AT&T Versus Verizon White BoxMeanwhile AT&T last month tested an open source, white box switch carrying customer traffic. Hakl described Verizon’s upcoming white box as a “very Android model,” compared to AT&T’s “Apple model.”
Apples and Androids? More like apples and oranges, Washburn said.
“I wouldn’t say one is superior to the other,” he said. “Even though they are very similar services, the differences talk to two different types of audiences. AT&T’s solution is going to appeal to companies that want a highly controlled environment. They want the smooth demo where everything is just flawless and done. The Verizon approach is going to appeal to enterprises that have a particular idea in mind, but there’s nothing in the market specifically that exists to deliver on that idea so Verizon will work with them flexibly to build what it is they want.
“And that being said, a lot of large enterprises do tend to be very conservative in their buying, so even though AT&T’s selection is more limited, there may be folks that see that as full production ready with all the features already done.
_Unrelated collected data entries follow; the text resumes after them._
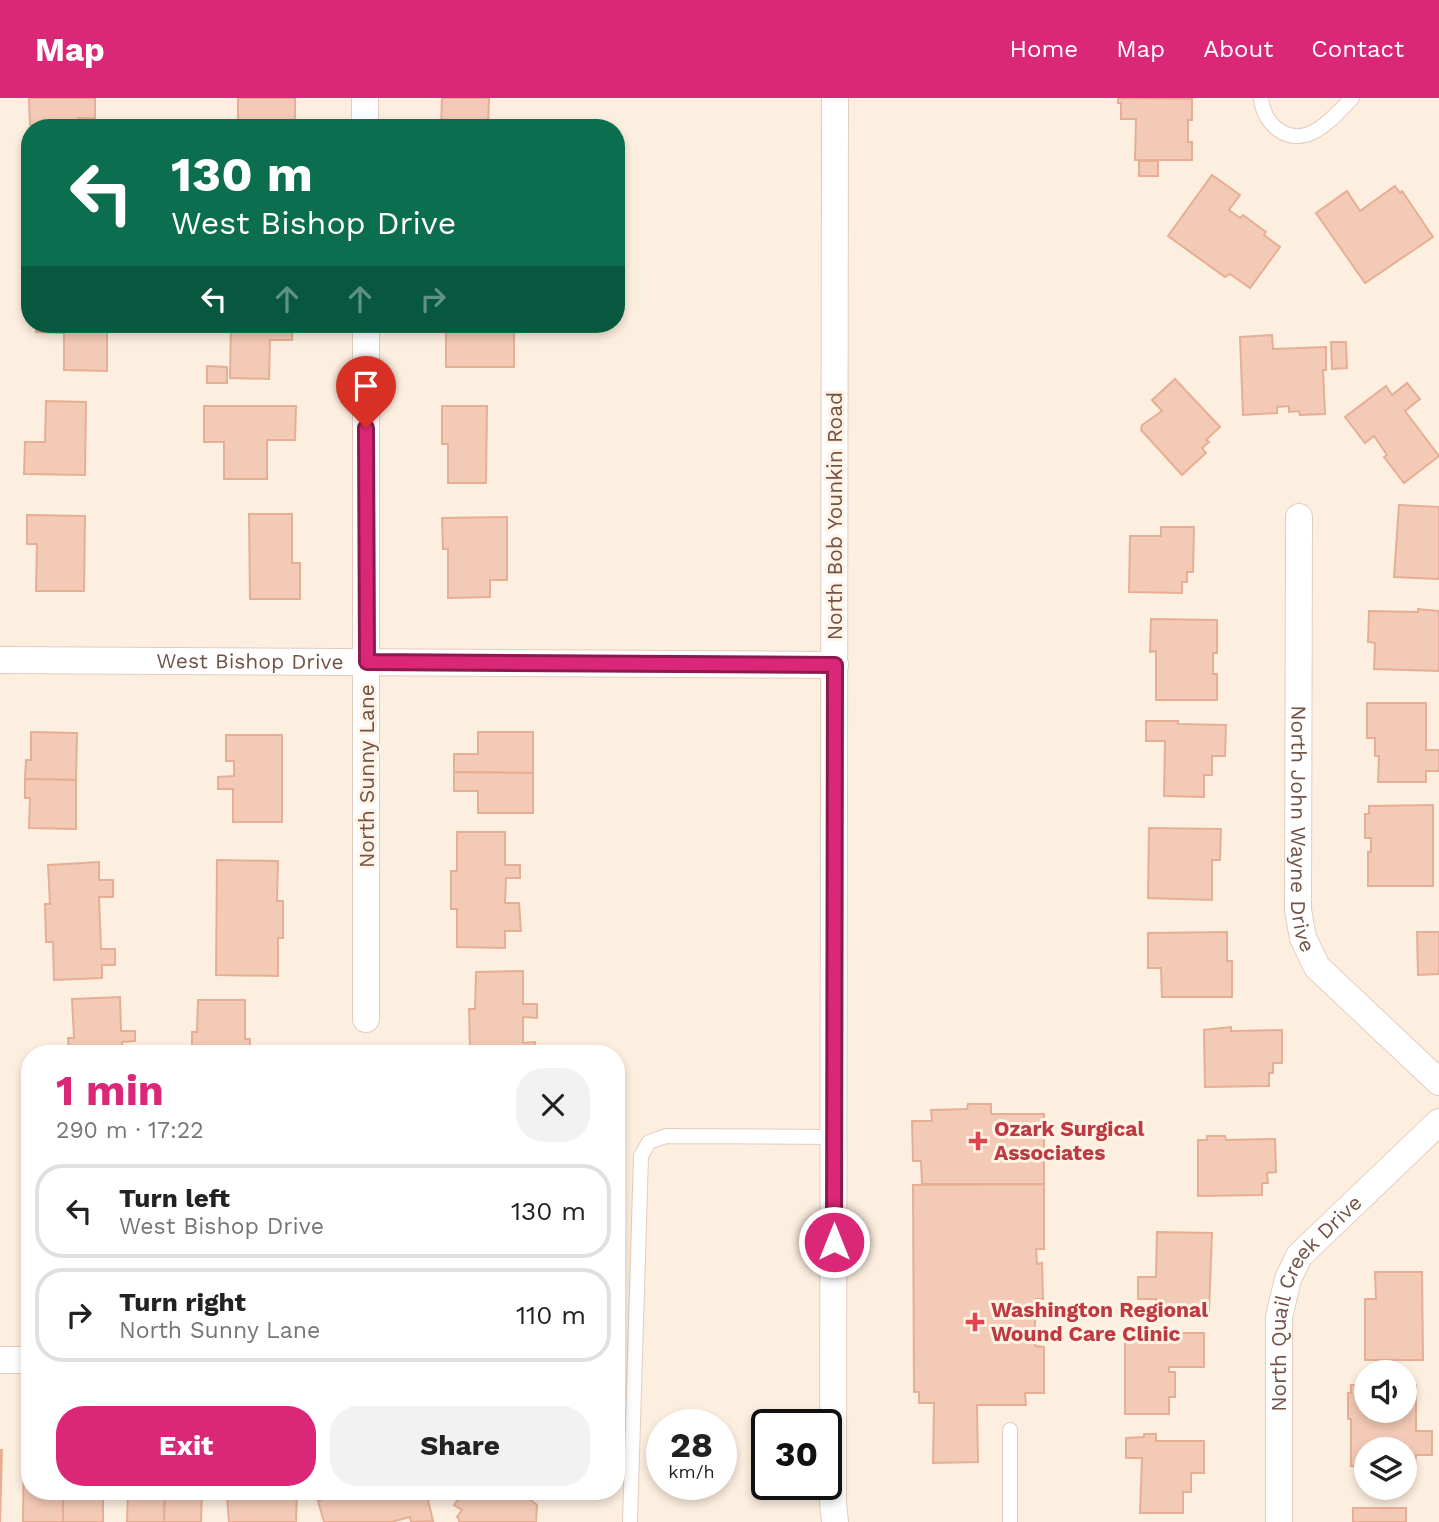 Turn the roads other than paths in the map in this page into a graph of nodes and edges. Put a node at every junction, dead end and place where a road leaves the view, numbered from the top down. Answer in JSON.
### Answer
{"nodes":[{"id":1,"x":365,"y":98,"type":"edge"},
{"id":2,"x":835,"y":98,"type":"edge"},
{"id":3,"x":1261,"y":98,"type":"edge"},
{"id":4,"x":1352,"y":98,"type":"edge"},
{"id":5,"x":365,"y":119,"type":"edge"},
{"id":6,"x":366,"y":333,"type":"edge"},
{"id":7,"x":1298,"y":517,"type":"dead end"},
{"id":8,"x":0,"y":660,"type":"edge"},
{"id":9,"x":367,"y":662,"type":"junction"},
{"id":10,"x":835,"y":665,"type":"junction"},
{"id":11,"x":366,"y":1019,"type":"dead end"},
{"id":12,"x":1439,"y":1083,"type":"edge"},
{"id":13,"x":1439,"y":1122,"type":"edge"},
{"id":14,"x":834,"y":1137,"type":"junction"},
{"id":15,"x":0,"y":1360,"type":"edge"},
{"id":16,"x":21,"y":1360,"type":"edge"},
{"id":17,"x":1010,"y":1430,"type":"dead end"},
{"id":18,"x":630,"y":1522,"type":"edge"},
{"id":19,"x":835,"y":1522,"type":"edge"},
{"id":20,"x":1010,"y":1522,"type":"edge"},
{"id":21,"x":1279,"y":1522,"type":"edge"}],
"edges":[{"from":1,"to":5,"type":"street"},
{"from":2,"to":10,"type":"street","name":"North Bob Younkin Road"},
{"from":3,"to":4,"type":"lane"},
{"from":6,"to":9,"type":"street","name":"North Sunny Lane"},
{"from":7,"to":12,"type":"street","name":"North John Wayne Drive"},
{"from":8,"to":9,"type":"street","name":"West Bishop Drive"},
{"from":9,"to":10,"type":"street","name":"West Bishop Drive"},
{"from":9,"to":11,"type":"street","name":"North Sunny Lane"},
{"from":10,"to":14,"type":"street","name":"North Bob Younkin Road"},
{"from":13,"to":21,"type":"street","name":"North Quail Creek Drive"},
{"from":14,"to":18,"type":"lane"},
{"from":14,"to":19,"type":"street","name":"North Bob Younkin Road"},
{"from":15,"to":16,"type":"street"},
{"from":17,"to":20,"type":"lane"}]}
Verizon is more for folks that need something outside the box that AT&T hasn’t done.”
While the competitors’ strategies may be different, the main advantages are the same for Verizon and AT&T, according to Howard. A white box solution enables service providers to deliver services on-demand, quickly, and efficiently — in other words, meet their customers’ SDN expectations. “Over time, we expect that a fair percentage of uCPE will be white boxes or grey boxes,” Howard said.